A bonus disc using the same engine as the Saturn version of Grandia. Though it only consists of four dungeons, each one is very large compared to the ones in the original Grandia. Justin, Feena and Sue must explore them in order to recover artifacts from a museum of the original game that Liete has created. These unlock storyboards, special sound plays known as "Radio Dramas", saves for the original Saturn game, mini-games, bestiary listings and original artwork.

=== Grandia II (2000) ===

Grandia IIs story focuses around Ryudo, a sarcastic "Geohound" (mercenaries who take undesirable jobs).

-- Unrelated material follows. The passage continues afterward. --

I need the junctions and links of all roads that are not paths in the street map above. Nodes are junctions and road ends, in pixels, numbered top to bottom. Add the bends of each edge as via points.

He receives a mission to guard a sister of Granas, Elena, during a rite to reseal an ancient evil god. However, the rite runs into difficulties, leading to a much longer quest to escort Elena across the continent to meet Pope Zera, leader of the Church of Granas. The failed sealing attempt is also tied into the emergence of a strange woman known as Millenia, and a series of disturbing events at towns along the way to the Granas Cathedral. This sequel used a new, fully 3D engine to seamlessly render landscapes and battle scenes. The core battle system functionality stayed the same between Grandia and Grandia II, although it became impossible to cancel an action merely with normal attacks. The magic system has also been changed, whereby magical eggs (usable by any character) are used to cast magic rather than having spells linked directly to each character.

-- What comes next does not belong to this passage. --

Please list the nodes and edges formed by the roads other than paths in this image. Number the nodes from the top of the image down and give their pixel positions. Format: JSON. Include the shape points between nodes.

Grandia II was remastered by GungHo Online Entertainment in 2015 for Steam and GOG Galaxy. It featured upgraded visuals, achievements, trading cards (Steam), a Japanese voice option, and a hard difficulty. It, alongside the original Grandia was released for Nintendo Switch as part of the Grandia HD Collection in August 2019 in North America and March 2020 in Japan, and was rebranded on Steam as Grandia II HD Remaster.

=== Grandia: Parallel Trippers (2000) ===

Uses the same characters and music as the first Grandia game. The actual game areas are different from those of the original Grandia, though many of the items, moves and enemy names are the same. A group of schoolchildren who live in the "real" world are sucked into a portal while playing in an abandoned shed next to their school and end up in the world of Grandia. They must find three special keys in order to make their way back home, and enlist the help of Justin and friends, who are always keen for new adventures.

=== Grandia Xtreme (2002) ===

This incarnation of the Grandia series is considerably more battle-focused than the earlier games. The main character is a Ranger known as Evann recruited by the army to help neutralise the so-called Elemental Disorder, which has been causing havoc. A much improved Grandia II battle engine is used in Xtreme, and various other features were added to the game outside of combat to give it more the feel of a "dungeon crawler" such as Diablo. Rather than having a party decided by the plot as in previous Grandia games, Xtreme gives the player 8 characters from which the player is free to choose his preferred team. Graphics are much improved on Grandia II — the battling is quick and fluid, and loading times everywhere in the game are some of the fastest in any PlayStation 2 game. Battles are also more large-scale than any past Grandia game, with often over 15 combatants at one time. The character empowerment system is somewhat a mix of Grandia and Grandia II, with techniques being learned and upgraded through use, but skills and magic being found and equipped. The game has been criticized for having a weaker story, relatively uninteresting characters and only two towns, which is a large change from past Grandia games which focused on story and travel.

=== Grandia III (2005) ===

Grandia IIIs story focuses around Yuki, a flight enthusiast who has experienced some difficulty in getting his planes to fly. His latest project flew him into a situation in which he saved a girl named Alfina from a group of menacing pursuers. He and his mother, Miranda, agree to escort Alfina safely back to her home in Arcriff Temple, where she serves as a communicator between humans and a group of powerful creatures known as Guardians. However, once at Arcriff, Yuki and Alfina discover that the lives of the Guardians are being threatened by Alfina's brother, Emelious, who is working to restore an evil being named Xorn to power.

=== Grandia Online (2009) ===

A MMORPG that ran from 2009 to 2012.